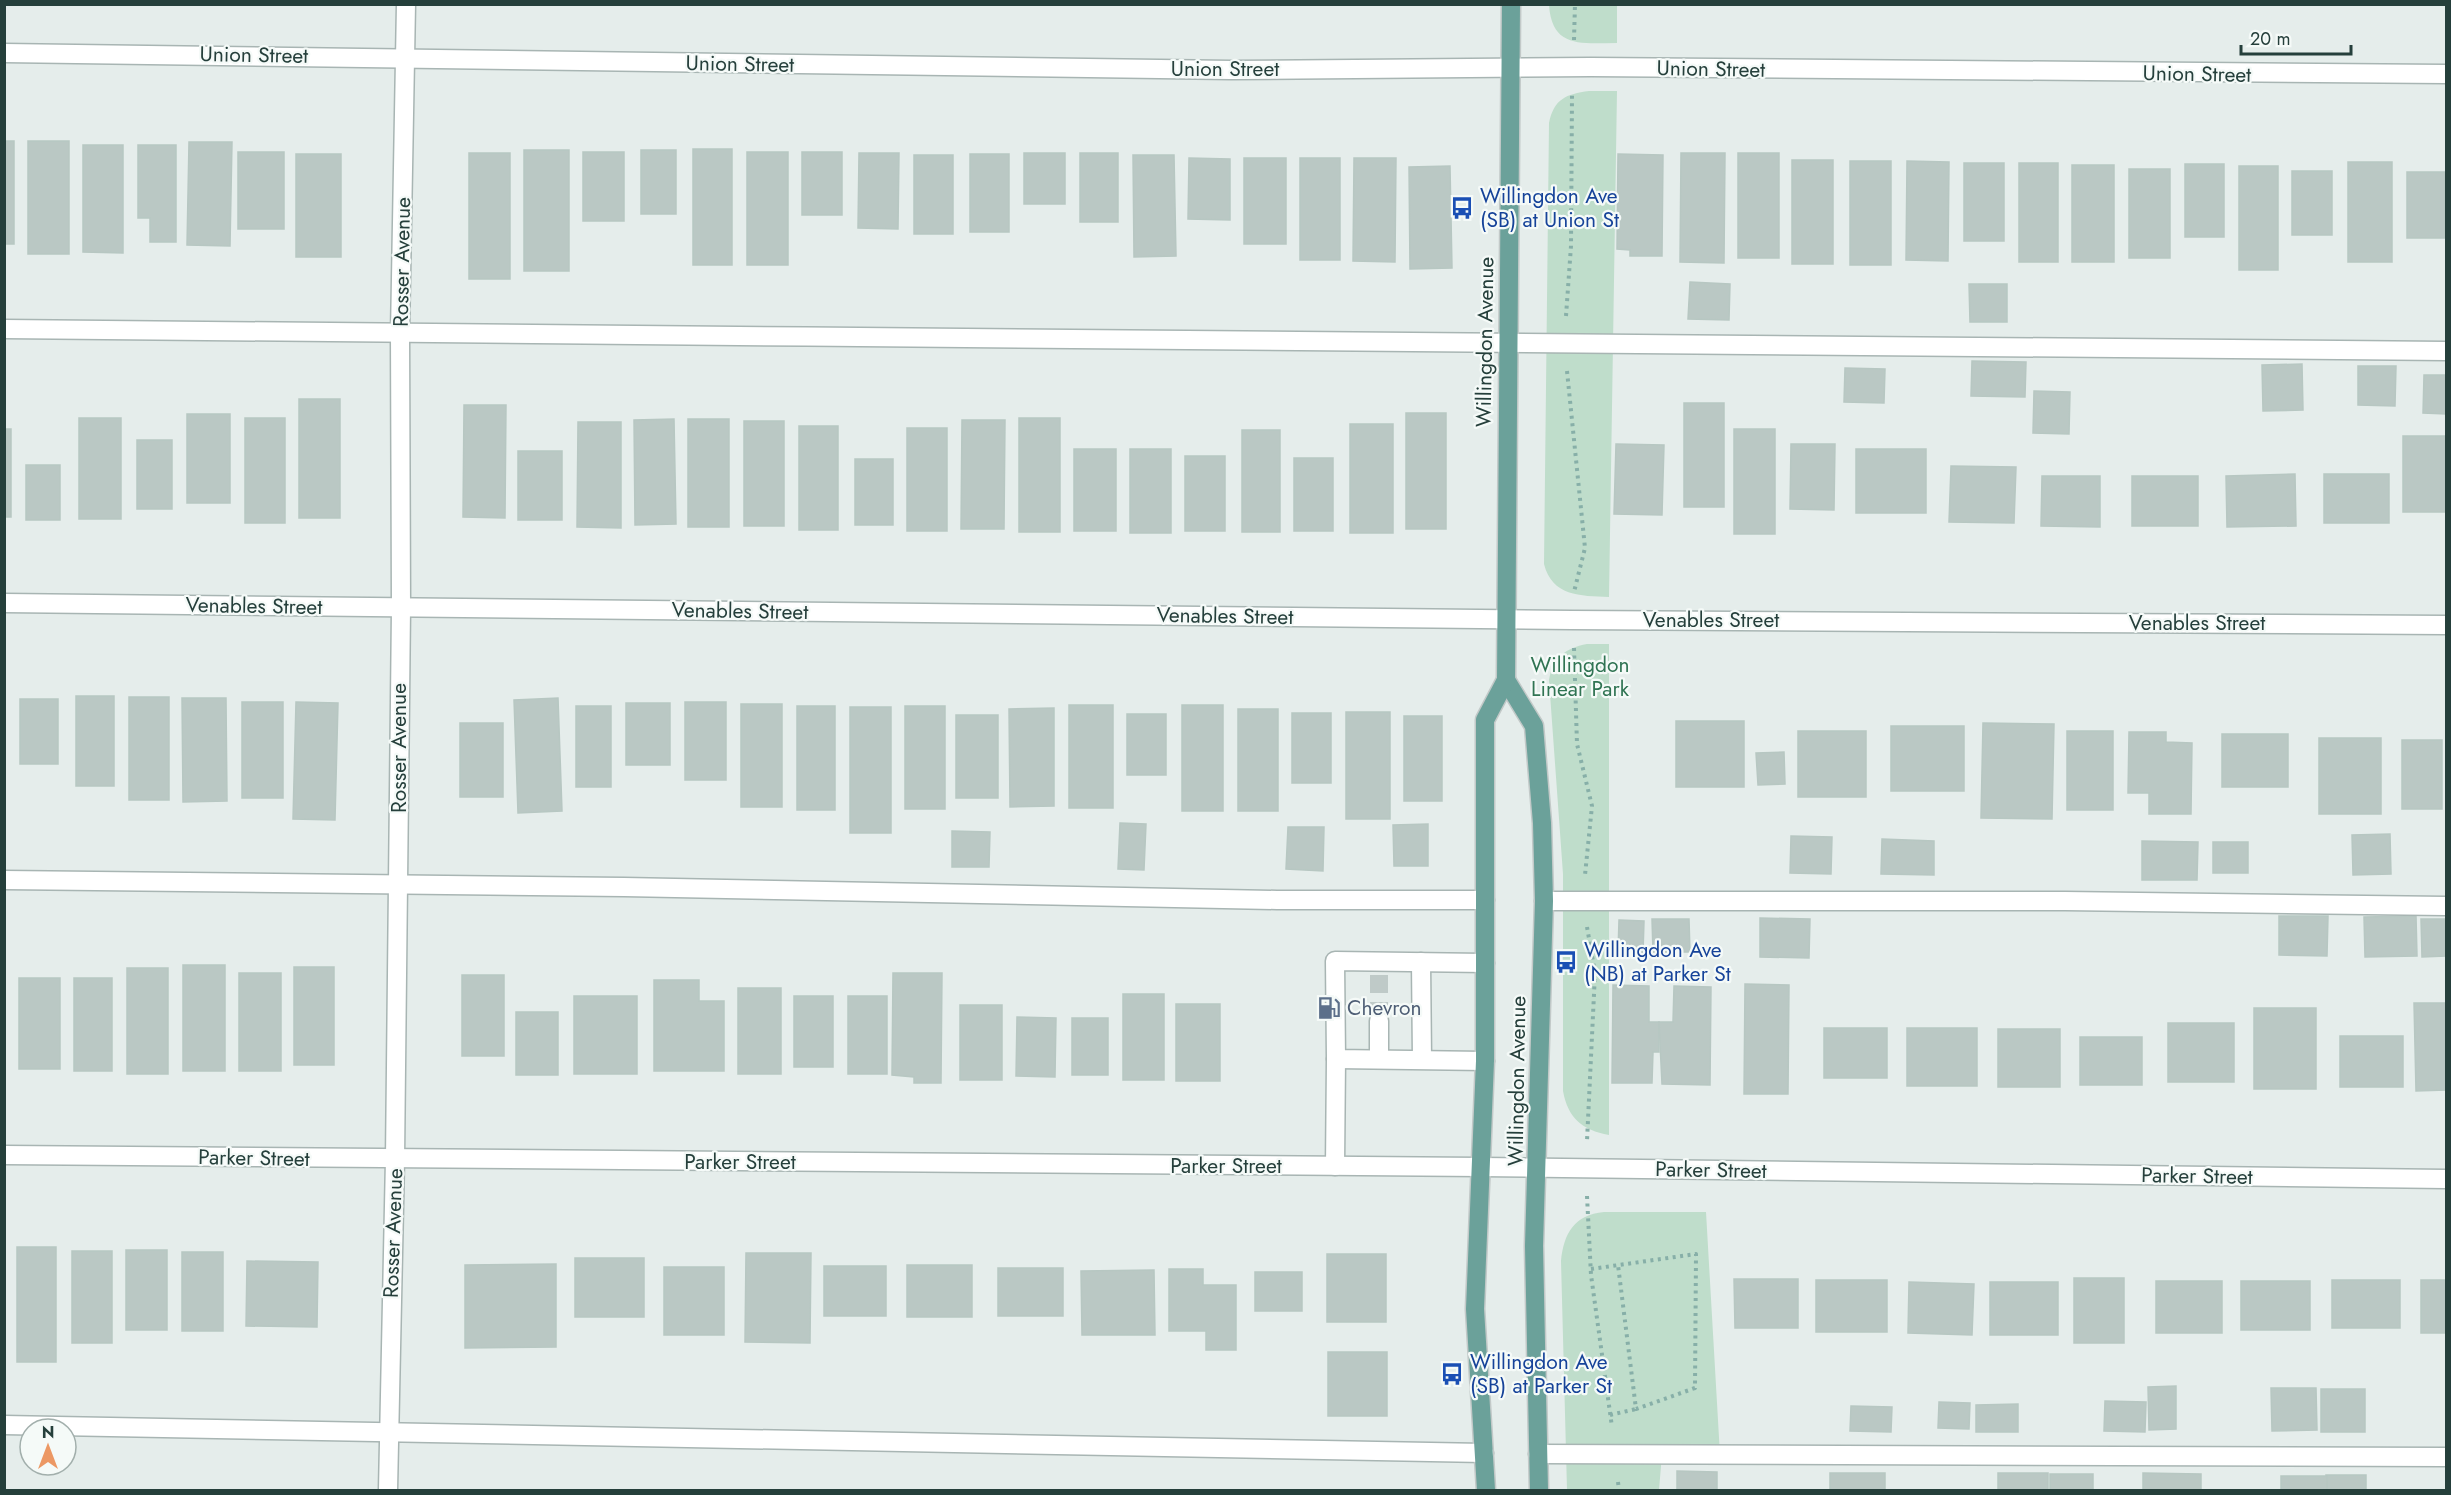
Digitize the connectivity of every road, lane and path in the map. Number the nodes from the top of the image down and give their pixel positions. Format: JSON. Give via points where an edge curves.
{"nodes":[{"id":1,"x":406,"y":4,"type":"edge"},
{"id":2,"x":1511,"y":4,"type":"edge"},
{"id":3,"x":1575,"y":4,"type":"edge"},
{"id":4,"x":1574,"y":42,"type":"dead end"},
{"id":5,"x":4,"y":53,"type":"edge"},
{"id":6,"x":406,"y":57,"type":"junction"},
{"id":7,"x":1510,"y":69,"type":"junction"},
{"id":8,"x":2446,"y":74,"type":"edge"},
{"id":9,"x":4,"y":329,"type":"edge"},
{"id":10,"x":400,"y":333,"type":"junction"},
{"id":11,"x":1508,"y":341,"type":"junction"},
{"id":12,"x":2446,"y":351,"type":"edge"},
{"id":13,"x":4,"y":603,"type":"edge"},
{"id":14,"x":401,"y":608,"type":"junction"},
{"id":15,"x":1505,"y":619,"type":"junction"},
{"id":16,"x":2446,"y":625,"type":"edge"},
{"id":17,"x":1506,"y":680,"type":"junction"},
{"id":18,"x":4,"y":880,"type":"edge"},
{"id":19,"x":398,"y":885,"type":"junction"},
{"id":20,"x":1485,"y":900,"type":"junction"},
{"id":21,"x":1544,"y":901,"type":"junction"},
{"id":22,"x":2446,"y":906,"type":"edge"},
{"id":23,"x":1421,"y":962,"type":"junction"},
{"id":24,"x":1485,"y":963,"type":"junction"},
{"id":25,"x":1379,"y":1021,"type":"tunnel mouth"},
{"id":26,"x":1336,"y":1059,"type":"junction"},
{"id":27,"x":1379,"y":1059,"type":"junction"},
{"id":28,"x":1422,"y":1059,"type":"junction"},
{"id":29,"x":1485,"y":1061,"type":"junction"},
{"id":30,"x":4,"y":1155,"type":"edge"},
{"id":31,"x":395,"y":1159,"type":"junction"},
{"id":32,"x":1335,"y":1166,"type":"junction"},
{"id":33,"x":1481,"y":1167,"type":"junction"},
{"id":34,"x":1538,"y":1168,"type":"junction"},
{"id":35,"x":2446,"y":1179,"type":"edge"},
{"id":36,"x":1586,"y":1215,"type":"dead end"},
{"id":37,"x":1618,"y":1265,"type":"junction"},
{"id":38,"x":1591,"y":1269,"type":"junction"},
{"id":39,"x":1636,"y":1409,"type":"junction"},
{"id":40,"x":1610,"y":1415,"type":"junction"},
{"id":41,"x":4,"y":1425,"type":"edge"},
{"id":42,"x":389,"y":1430,"type":"junction"},
{"id":43,"x":1484,"y":1453,"type":"junction"},
{"id":44,"x":1538,"y":1454,"type":"junction"},
{"id":45,"x":1616,"y":1454,"type":"junction"},
{"id":46,"x":2446,"y":1457,"type":"edge"},
{"id":47,"x":388,"y":1491,"type":"edge"},
{"id":48,"x":1486,"y":1491,"type":"edge"},
{"id":49,"x":1539,"y":1491,"type":"edge"},
{"id":50,"x":1619,"y":1491,"type":"edge"}],
"edges":[{"from":1,"to":6,"type":"street","name":"Rosser Avenue"},
{"from":2,"to":7,"type":"main road","name":"Willingdon Avenue"},
{"from":3,"to":4,"type":"path"},
{"from":5,"to":6,"type":"street","name":"Union Street"},
{"from":6,"to":7,"type":"street","name":"Union Street","via":[[1231,70]]},
{"from":6,"to":10,"type":"street","name":"Rosser Avenue"},
{"from":7,"to":8,"type":"street","name":"Union Street"},
{"from":7,"to":11,"type":"main road","name":"Willingdon Avenue"},
{"from":9,"to":10,"type":"street"},
{"from":10,"to":11,"type":"street"},
{"from":10,"to":14,"type":"street","name":"Rosser Avenue"},
{"from":11,"to":12,"type":"street"},
{"from":11,"to":15,"type":"main road","name":"Willingdon Avenue"},
{"from":13,"to":14,"type":"street","name":"Venables Street"},
{"from":14,"to":15,"type":"street","name":"Venables Street"},
{"from":14,"to":19,"type":"street","name":"Rosser Avenue"},
{"from":15,"to":16,"type":"street","name":"Venables Street"},
{"from":15,"to":17,"type":"main road","name":"Willingdon Avenue"},
{"from":17,"to":20,"type":"main road","name":"Willingdon Avenue","via":[[1485,720]]},
{"from":17,"to":21,"type":"main road","name":"Willingdon Avenue","via":[[1534,726]]},
{"from":18,"to":19,"type":"street"},
{"from":19,"to":20,"type":"street"},
{"from":19,"to":31,"type":"street","name":"Rosser Avenue"},
{"from":20,"to":24,"type":"main road","name":"Willingdon Avenue"},
{"from":21,"to":22,"type":"street"},
{"from":21,"to":34,"type":"main road","name":"Willingdon Avenue"},
{"from":23,"to":24,"type":"street"},
{"from":23,"to":26,"type":"street","via":[[1379,968],[1335,961]]},
{"from":23,"to":28,"type":"street"},
{"from":24,"to":29,"type":"main road","name":"Willingdon Avenue"},
{"from":25,"to":27,"type":"street"},
{"from":26,"to":27,"type":"street"},
{"from":26,"to":32,"type":"street"},
{"from":27,"to":28,"type":"street"},
{"from":28,"to":29,"type":"street"},
{"from":29,"to":33,"type":"main road","name":"Willingdon Avenue"},
{"from":30,"to":31,"type":"street","name":"Parker Street"},
{"from":31,"to":32,"type":"street","name":"Parker Street"},
{"from":31,"to":42,"type":"street","name":"Rosser Avenue"},
{"from":32,"to":33,"type":"street","name":"Parker Street"},
{"from":33,"to":34,"type":"street","name":"Parker Street"},
{"from":33,"to":43,"type":"main road","name":"Willingdon Avenue","via":[[1475,1309]]},
{"from":34,"to":35,"type":"street","name":"Parker Street"},
{"from":34,"to":44,"type":"main road","name":"Willingdon Avenue","via":[[1534,1246]]},
{"from":36,"to":38,"type":"path"},
{"from":37,"to":38,"type":"path"},
{"from":37,"to":39,"type":"path"},
{"from":37,"to":39,"type":"path","via":[[1696,1254],[1695,1388]]},
{"from":38,"to":40,"type":"path"},
{"from":39,"to":40,"type":"path"},
{"from":40,"to":45,"type":"path"},
{"from":41,"to":42,"type":"street"},
{"from":42,"to":43,"type":"street"},
{"from":42,"to":47,"type":"street","name":"Rosser Avenue"},
{"from":43,"to":48,"type":"main road","name":"Willingdon Avenue"},
{"from":44,"to":45,"type":"street"},
{"from":44,"to":49,"type":"main road","name":"Willingdon Avenue"},
{"from":45,"to":46,"type":"street"},
{"from":45,"to":50,"type":"path"}]}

■ ■ ■ ■ ■

Word-for-word transcript, pictures excluded: copy all the material above.

Digitize the connectivity of every road, lane and path in the map. Number the nodes from the top of the image down and give their pixel positions. Format: JSON. Give via points where an edge curves.
{"nodes":[{"id":1,"x":406,"y":4,"type":"edge"},
{"id":2,"x":1511,"y":4,"type":"edge"},
{"id":3,"x":1575,"y":4,"type":"edge"},
{"id":4,"x":1574,"y":42,"type":"dead end"},
{"id":5,"x":4,"y":53,"type":"edge"},
{"id":6,"x":406,"y":57,"type":"junction"},
{"id":7,"x":1510,"y":69,"type":"junction"},
{"id":8,"x":2446,"y":74,"type":"edge"},
{"id":9,"x":4,"y":329,"type":"edge"},
{"id":10,"x":400,"y":333,"type":"junction"},
{"id":11,"x":1508,"y":341,"type":"junction"},
{"id":12,"x":2446,"y":351,"type":"edge"},
{"id":13,"x":4,"y":603,"type":"edge"},
{"id":14,"x":401,"y":608,"type":"junction"},
{"id":15,"x":1505,"y":619,"type":"junction"},
{"id":16,"x":2446,"y":625,"type":"edge"},
{"id":17,"x":1506,"y":680,"type":"junction"},
{"id":18,"x":4,"y":880,"type":"edge"},
{"id":19,"x":398,"y":885,"type":"junction"},
{"id":20,"x":1485,"y":900,"type":"junction"},
{"id":21,"x":1544,"y":901,"type":"junction"},
{"id":22,"x":2446,"y":906,"type":"edge"},
{"id":23,"x":1421,"y":962,"type":"junction"},
{"id":24,"x":1485,"y":963,"type":"junction"},
{"id":25,"x":1379,"y":1021,"type":"tunnel mouth"},
{"id":26,"x":1336,"y":1059,"type":"junction"},
{"id":27,"x":1379,"y":1059,"type":"junction"},
{"id":28,"x":1422,"y":1059,"type":"junction"},
{"id":29,"x":1485,"y":1061,"type":"junction"},
{"id":30,"x":4,"y":1155,"type":"edge"},
{"id":31,"x":395,"y":1159,"type":"junction"},
{"id":32,"x":1335,"y":1166,"type":"junction"},
{"id":33,"x":1481,"y":1167,"type":"junction"},
{"id":34,"x":1538,"y":1168,"type":"junction"},
{"id":35,"x":2446,"y":1179,"type":"edge"},
{"id":36,"x":1586,"y":1215,"type":"dead end"},
{"id":37,"x":1618,"y":1265,"type":"junction"},
{"id":38,"x":1591,"y":1269,"type":"junction"},
{"id":39,"x":1636,"y":1409,"type":"junction"},
{"id":40,"x":1610,"y":1415,"type":"junction"},
{"id":41,"x":4,"y":1425,"type":"edge"},
{"id":42,"x":389,"y":1430,"type":"junction"},
{"id":43,"x":1484,"y":1453,"type":"junction"},
{"id":44,"x":1538,"y":1454,"type":"junction"},
{"id":45,"x":1616,"y":1454,"type":"junction"},
{"id":46,"x":2446,"y":1457,"type":"edge"},
{"id":47,"x":388,"y":1491,"type":"edge"},
{"id":48,"x":1486,"y":1491,"type":"edge"},
{"id":49,"x":1539,"y":1491,"type":"edge"},
{"id":50,"x":1619,"y":1491,"type":"edge"}],
"edges":[{"from":1,"to":6,"type":"street","name":"Rosser Avenue"},
{"from":2,"to":7,"type":"main road","name":"Willingdon Avenue"},
{"from":3,"to":4,"type":"path"},
{"from":5,"to":6,"type":"street","name":"Union Street"},
{"from":6,"to":7,"type":"street","name":"Union Street","via":[[1231,70]]},
{"from":6,"to":10,"type":"street","name":"Rosser Avenue"},
{"from":7,"to":8,"type":"street","name":"Union Street"},
{"from":7,"to":11,"type":"main road","name":"Willingdon Avenue"},
{"from":9,"to":10,"type":"street"},
{"from":10,"to":11,"type":"street"},
{"from":10,"to":14,"type":"street","name":"Rosser Avenue"},
{"from":11,"to":12,"type":"street"},
{"from":11,"to":15,"type":"main road","name":"Willingdon Avenue"},
{"from":13,"to":14,"type":"street","name":"Venables Street"},
{"from":14,"to":15,"type":"street","name":"Venables Street"},
{"from":14,"to":19,"type":"street","name":"Rosser Avenue"},
{"from":15,"to":16,"type":"street","name":"Venables Street"},
{"from":15,"to":17,"type":"main road","name":"Willingdon Avenue"},
{"from":17,"to":20,"type":"main road","name":"Willingdon Avenue","via":[[1485,720]]},
{"from":17,"to":21,"type":"main road","name":"Willingdon Avenue","via":[[1534,726]]},
{"from":18,"to":19,"type":"street"},
{"from":19,"to":20,"type":"street"},
{"from":19,"to":31,"type":"street","name":"Rosser Avenue"},
{"from":20,"to":24,"type":"main road","name":"Willingdon Avenue"},
{"from":21,"to":22,"type":"street"},
{"from":21,"to":34,"type":"main road","name":"Willingdon Avenue"},
{"from":23,"to":24,"type":"street"},
{"from":23,"to":26,"type":"street","via":[[1379,968],[1335,961]]},
{"from":23,"to":28,"type":"street"},
{"from":24,"to":29,"type":"main road","name":"Willingdon Avenue"},
{"from":25,"to":27,"type":"street"},
{"from":26,"to":27,"type":"street"},
{"from":26,"to":32,"type":"street"},
{"from":27,"to":28,"type":"street"},
{"from":28,"to":29,"type":"street"},
{"from":29,"to":33,"type":"main road","name":"Willingdon Avenue"},
{"from":30,"to":31,"type":"street","name":"Parker Street"},
{"from":31,"to":32,"type":"street","name":"Parker Street"},
{"from":31,"to":42,"type":"street","name":"Rosser Avenue"},
{"from":32,"to":33,"type":"street","name":"Parker Street"},
{"from":33,"to":34,"type":"street","name":"Parker Street"},
{"from":33,"to":43,"type":"main road","name":"Willingdon Avenue","via":[[1475,1309]]},
{"from":34,"to":35,"type":"street","name":"Parker Street"},
{"from":34,"to":44,"type":"main road","name":"Willingdon Avenue","via":[[1534,1246]]},
{"from":36,"to":38,"type":"path"},
{"from":37,"to":38,"type":"path"},
{"from":37,"to":39,"type":"path"},
{"from":37,"to":39,"type":"path","via":[[1696,1254],[1695,1388]]},
{"from":38,"to":40,"type":"path"},
{"from":39,"to":40,"type":"path"},
{"from":40,"to":45,"type":"path"},
{"from":41,"to":42,"type":"street"},
{"from":42,"to":43,"type":"street"},
{"from":42,"to":47,"type":"street","name":"Rosser Avenue"},
{"from":43,"to":48,"type":"main road","name":"Willingdon Avenue"},
{"from":44,"to":45,"type":"street"},
{"from":44,"to":49,"type":"main road","name":"Willingdon Avenue"},
{"from":45,"to":46,"type":"street"},
{"from":45,"to":50,"type":"path"}]}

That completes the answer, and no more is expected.